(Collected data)
:::

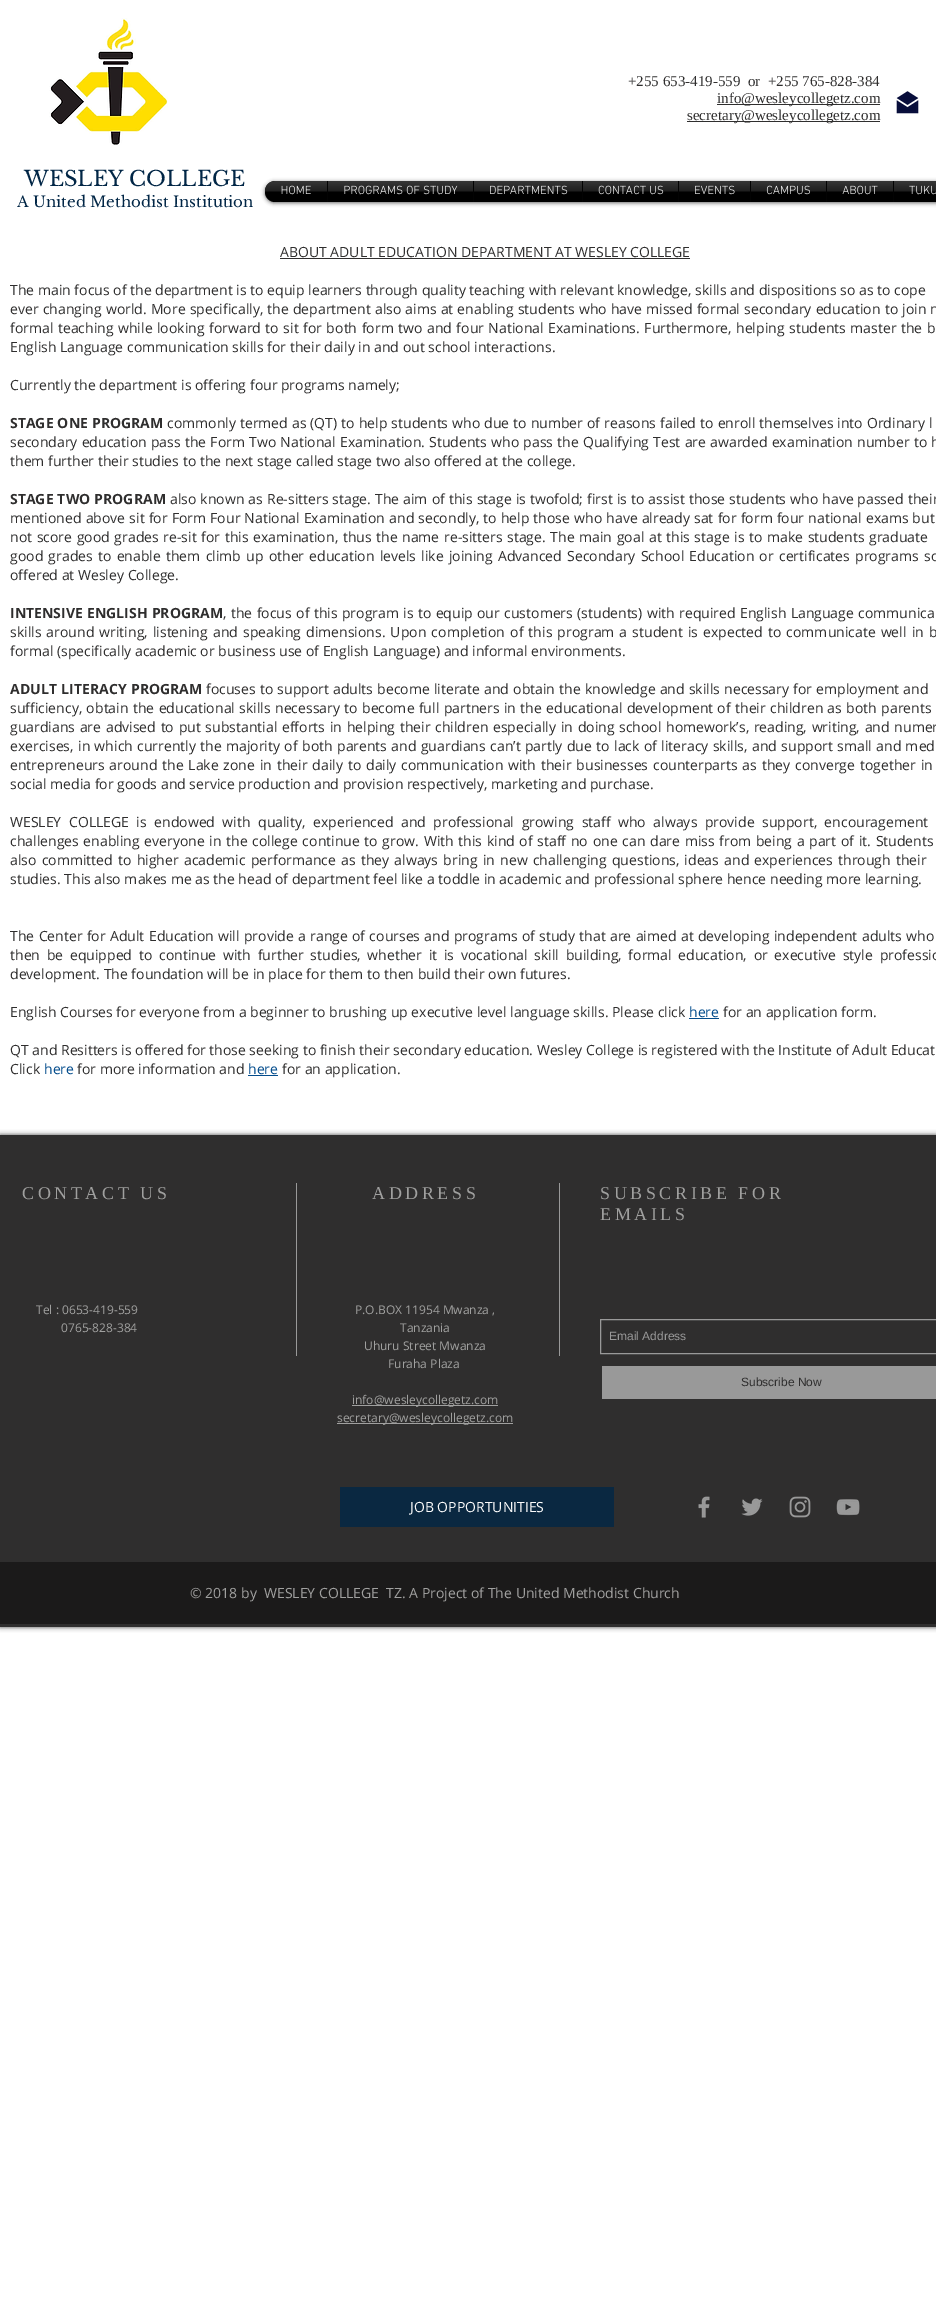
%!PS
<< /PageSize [936 2319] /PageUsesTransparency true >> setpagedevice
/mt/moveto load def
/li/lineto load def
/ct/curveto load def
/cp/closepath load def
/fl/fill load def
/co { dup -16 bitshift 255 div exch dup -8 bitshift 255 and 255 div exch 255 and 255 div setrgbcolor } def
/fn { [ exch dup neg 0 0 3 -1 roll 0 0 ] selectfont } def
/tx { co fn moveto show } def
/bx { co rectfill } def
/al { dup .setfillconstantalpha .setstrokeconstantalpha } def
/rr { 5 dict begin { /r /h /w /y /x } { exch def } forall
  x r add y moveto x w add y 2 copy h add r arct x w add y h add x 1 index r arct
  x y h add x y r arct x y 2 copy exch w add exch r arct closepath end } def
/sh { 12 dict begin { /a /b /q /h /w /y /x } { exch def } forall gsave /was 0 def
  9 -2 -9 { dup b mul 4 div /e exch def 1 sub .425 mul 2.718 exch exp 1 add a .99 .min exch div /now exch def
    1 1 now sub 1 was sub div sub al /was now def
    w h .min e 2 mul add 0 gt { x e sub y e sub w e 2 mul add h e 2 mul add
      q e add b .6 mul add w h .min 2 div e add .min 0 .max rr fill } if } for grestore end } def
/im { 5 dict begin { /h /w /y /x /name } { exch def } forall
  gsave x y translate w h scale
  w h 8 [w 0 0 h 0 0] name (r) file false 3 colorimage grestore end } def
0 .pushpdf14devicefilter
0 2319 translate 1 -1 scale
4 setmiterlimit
0 0 936 2319 16#FFFFFF bx
(media/1.raw) 49 18 119 127 im
717 104 163 1 16#2F2E2E bx
687 121 193 1 16#2F2E2E bx
(media/2.raw) 896 91 23 23 im
16#000000 co
265 182 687 21 10 2 .6 sh
(media/3.raw) 265 181 10 10 im
275 181 mt 327 181 li 327 202 li 275 202 li 269.5 202 265 197.5 265 192 ct 265 191 li 265 185.5 269.5 181 275 181 ct cp fl
328 181 145 21 16#000000 bx
327 181 1 21 16#030303 bx
474 181 108 21 16#000000 bx
473 181 1 21 16#030303 bx
583 181 95 21 16#000000 bx
582 181 1 21 16#030303 bx
679 181 71 21 16#000000 bx
678 181 1 21 16#030303 bx
751 181 75 21 16#000000 bx
750 181 1 21 16#030303 bx
827 181 66 21 16#000000 bx
826 181 1 21 16#030303 bx
894 181 42 21 16#000000 bx
893 181 1 21 16#030303 bx
280 258 410 1 16#2F2E2E bx
689 1018 30 1 16#034C8C bx
248 1075 30 1 16#034C8C bx
16#000000 co
0 1135 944 492 0 2.5 .7 sh
0 1135 936 492 16#2F2E2E bx
296 1183 1 173 16#999999 bx
559 1183 1 173 16#999999 bx
352 1405 146 1 16#A0A09F bx
337 1423 176 1 16#A0A09F bx
16#999999 co
600.5 1319.5 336 34 rectstroke
602 1366 334 33 16#999999 bx
340 1487 274 40 16#0A2841 bx
(media/12.raw) 698 1496 12 22 im
(media/13.raw) 741 1498 22 18 im
(media/14.raw) 789 1496 22 22 im
(media/15.raw) 836 1499 24 17 im
0 1562 936 62 16#1B1A1A bx
(+255 653-419-559  or  +255 765-828-384) 628 86 /LiberationSerif-Regular 15 16#2F2E2E tx
(info@wesleycollegetz.com) 717 103 /LiberationSerif-Regular 15 16#2F2E2E tx
(secretary@wesleycollegetz.com) 687 120 /LiberationSerif-Regular 15 16#2F2E2E tx
(WESLEY COLLEGE) 24 186 /LibreBaskerville-Regular 21 16#012646 tx
(A United Methodist Institution) 17 207 /LibreBaskerville-Regular 15 16#012646 tx
(HOME) 281 194 /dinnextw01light-Light 12 16#FAFAFA tx
(media/4.raw) 265 181 62 13 im
(PROGRAMS OF STUDY) 343 194 /dinnextw01light-Light 12 16#FAFAFA tx
(media/5.raw) 328 181 145 13 im
(DEPARTMENTS) 489 194 /dinnextw01light-Light 12 16#FAFAFA tx
(media/6.raw) 474 181 108 13 im
(CONTACT US) 598 194 /dinnextw01light-Light 12 16#FAFAFA tx
(media/7.raw) 583 181 95 13 im
(EVENTS) 694 194 /dinnextw01light-Light 12 16#FAFAFA tx
(media/8.raw) 679 181 71 13 im
(CAMPUS) 766 194 /dinnextw01light-Light 12 16#FAFAFA tx
(media/9.raw) 751 181 75 13 im
(ABOUT) 842 194 /dinnextw01light-Light 12 16#FAFAFA tx
(media/10.raw) 827 181 66 13 im
(TUKU) 909 194 /dinnextw01light-Light 12 16#FAFAFA tx
(media/11.raw) 894 181 42 13 im
(ABOUT ADULT EDUCATION DEPARTMENT AT WESLEY COLLEGE) 280 257 /OpenSans-Regular 14 16#2F2E2E tx
(The main focus of the department is to equip learners through quality teaching with relevant knowledge, skills and dispositions so as to cope) 10 295 /OpenSans-Regular 14 16#2F2E2E tx
10 314 mt .5 0 32 (ever changing world. More specifically, the department also aims at enabling students who have missed formal secondary education to join n) widthshow
10 333 mt .9 0 32 (formal teaching while looking forward to sit for both form two and four National Examinations. Furthermore, helping students master the b) widthshow
(English Language communication skills for their daily in and out school interactions.) 10 352 /OpenSans-Regular 14 16#2F2E2E tx
(Currently the department is offering four programs namely;) 10 390 /OpenSans-Regular 14 16#2F2E2E tx
/OpenSans-Bold 14 fn
10 428 mt .4 0 32 (STAGE ONE PROGRAM) widthshow
/OpenSans-Regular 14 fn
167 428 mt .4 0 32 (commonly termed as \(QT\) to help students who due to number of reasons failed to enroll themselves into Ordinary l) widthshow
10 447 mt .6 0 32 (secondary education pass the Form Two National Examination. Students who pass the Qualifying Test are awarded examination number to h) widthshow
(them further their studies to the next stage called stage two also offered at the college.) 10 466 /OpenSans-Regular 14 16#2F2E2E tx
/OpenSans-Bold 14 fn
10 504 mt .4 0 32 (STAGE TWO PROGRAM) widthshow
/OpenSans-Regular 14 fn
170 504 mt .4 0 32 (also known as Re-sitters stage. The aim of this stage is twofold; first is to assist those students who have passed their) widthshow
10 523 mt .5 0 32 (mentioned above sit for Form Four National Examination and secondly, to help those who have already sat for form four national exams but) widthshow
10 542 mt 1 0 32 (not score good grades re-sit for this examination, thus the name re-sitters stage. The main goal at this stage is to make students graduate) widthshow
10 561 mt 1.6 0 32 (good grades to enable them climb up other education levels like joining Advanced Secondary School Education or certificates programs so) widthshow
(offered at Wesley College.) 10 580 /OpenSans-Regular 14 16#2F2E2E tx
/OpenSans-Bold 14 fn
10 618 mt .75 0 32 (INTENSIVE ENGLISH PROGRAM) widthshow
/OpenSans-Regular 14 fn
223 618 mt .75 0 32 (, the focus of this program is to equip our customers \(students\) with required English Language communica) widthshow
10 637 mt 1.5 0 32 (skills around writing, listening and speaking dimensions. Upon completion of this program a student is expected to communicate well in b) widthshow
(formal \(specifically academic or business use of English Language\) and informal environments.) 10 656 /OpenSans-Regular 14 16#2F2E2E tx
/OpenSans-Bold 14 fn
10 694 mt 1 0 32 (ADULT LITERACY PROGRAM) widthshow
/OpenSans-Regular 14 fn
206 694 mt .5 0 32 (focuses to support adults become literate and obtain the knowledge and skills necessary for employment and) widthshow
10 713 mt .75 0 32 (sufficiency, obtain the educational skills necessary to become full partners in the educational development of their children as both parents) widthshow
10 732 mt 1.1 0 32 (guardians are advised to put substantial efforts in helping their children especially in doing school homework’s, reading, writing, and numer) widthshow
10 751 mt .75 0 32 (exercises, in which currently the majority of both parents and guardians can’t partly due to lack of literacy skills, and support small and med) widthshow
10 770 mt 1.25 0 32 (entrepreneurs around the Lake zone in their daily to daily communication with their businesses counterparts as they converge together in) widthshow
(social media for goods and service production and provision respectively, marketing and purchase.) 10 789 /OpenSans-Regular 14 16#2F2E2E tx
10 827 mt 3.9 0 32 (WESLEY COLLEGE is endowed with quality, experienced and professional growing staff who always provide support, encouragement) widthshow
10 846 mt 1.05 0 32 (challenges enabling everyone in the college continue to grow. With this kind of staff no one can dare miss from being a part of it. Students) widthshow
10 865 mt 1.6 0 32 (also committed to higher academic performance as they always bring in new challenging questions, ideas and experiences through their) widthshow
(studies. This also makes me as the head of department feel like a toddle in academic and professional sphere hence needing more learning.) 10 884 /OpenSans-Regular 14 16#2F2E2E tx
10 941 mt .7 0 32 (The Center for Adult Education will provide a range of courses and programs of study that are aimed at developing independent adults who) widthshow
10 960 mt 3.1 0 32 (then be equipped to continue with further studies, whether it is vocational skill building, formal education, or executive style professio) widthshow
(development. The foundation will be in place for them to then build their own futures.) 10 979 /OpenSans-Regular 14 16#2F2E2E tx
(English Courses for everyone from a beginner to brushing up executive level language skills. Please click) 10 1017 /OpenSans-Regular 14 16#2F2E2E tx
(here) 689 1017 /OpenSans-Regular 14 16#034C8C tx
(for an application form.) 723 1017 /OpenSans-Regular 14 16#2F2E2E tx
(QT and Resitters is offered for those seeking to finish their secondary education. Wesley College is registered with the Institute of Adult Educat) 10 1055 /OpenSans-Regular 14 16#2F2E2E tx
(Click) 10 1074 /OpenSans-Regular 14 16#2F2E2E tx
(here) 44 1074 /OpenSans-Regular 14 16#034C8C tx
(for more information and) 77 1074 /OpenSans-Regular 14 16#2F2E2E tx
(here) 248 1074 /OpenSans-Regular 14 16#034C8C tx
(for an application.) 282 1074 /OpenSans-Regular 14 16#2F2E2E tx
/LiberationSerif-Regular 18 fn
16#A0A09F co
22 1199 mt 3.6 0 (CONTACT US) ashow
372 1199 mt 3.6 0 (ADDRESS) ashow
600 1199 mt 3.6 0 (SUBSCRIBE FOR) ashow
600 1220 mt 3.6 0 (EMAILS) ashow
(Tel : 0653-419-559) 36 1314 /OpenSans-Regular 12 16#A0A09F tx
(0765-828-384) 61 1332 /OpenSans-Regular 12 16#A0A09F tx
(P.O.BOX 11954 Mwanza ,) 355 1314 /OpenSans-Regular 12 16#A0A09F tx
(Tanzania) 400 1332 /OpenSans-Regular 12 16#A0A09F tx
(Uhuru Street Mwanza) 364 1350 /OpenSans-Regular 12 16#A0A09F tx
(Furaha Plaza) 388 1368 /OpenSans-Regular 12 16#A0A09F tx
(info@wesleycollegetz.com) 352 1404 /OpenSans-Regular 12 16#A0A09F tx
(secretary@wesleycollegetz.com) 337 1422 /OpenSans-Regular 12 16#A0A09F tx
(Email Address) 609 1340 /LiberationSans-Regular 12 16#999999 tx
(Subscribe Now) 741 1386 /LiberationSans-Regular 12 16#2F2E2E tx
(JOB OPPORTUNITIES) 410 1512 /OpenSans-Regular 14 16#FAFAFA tx
(© 2018 by  WESLEY COLLEGE  TZ. A Project of The United Methodist Church) 190 1598 /OpenSans-Regular 14 16#A0A09F tx
.poppdf14devicefilter showpage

:::

- **Activity**: Going through the records, say how many lines hold the string "closepath". Only the number should be given.

- **Answer space**: 2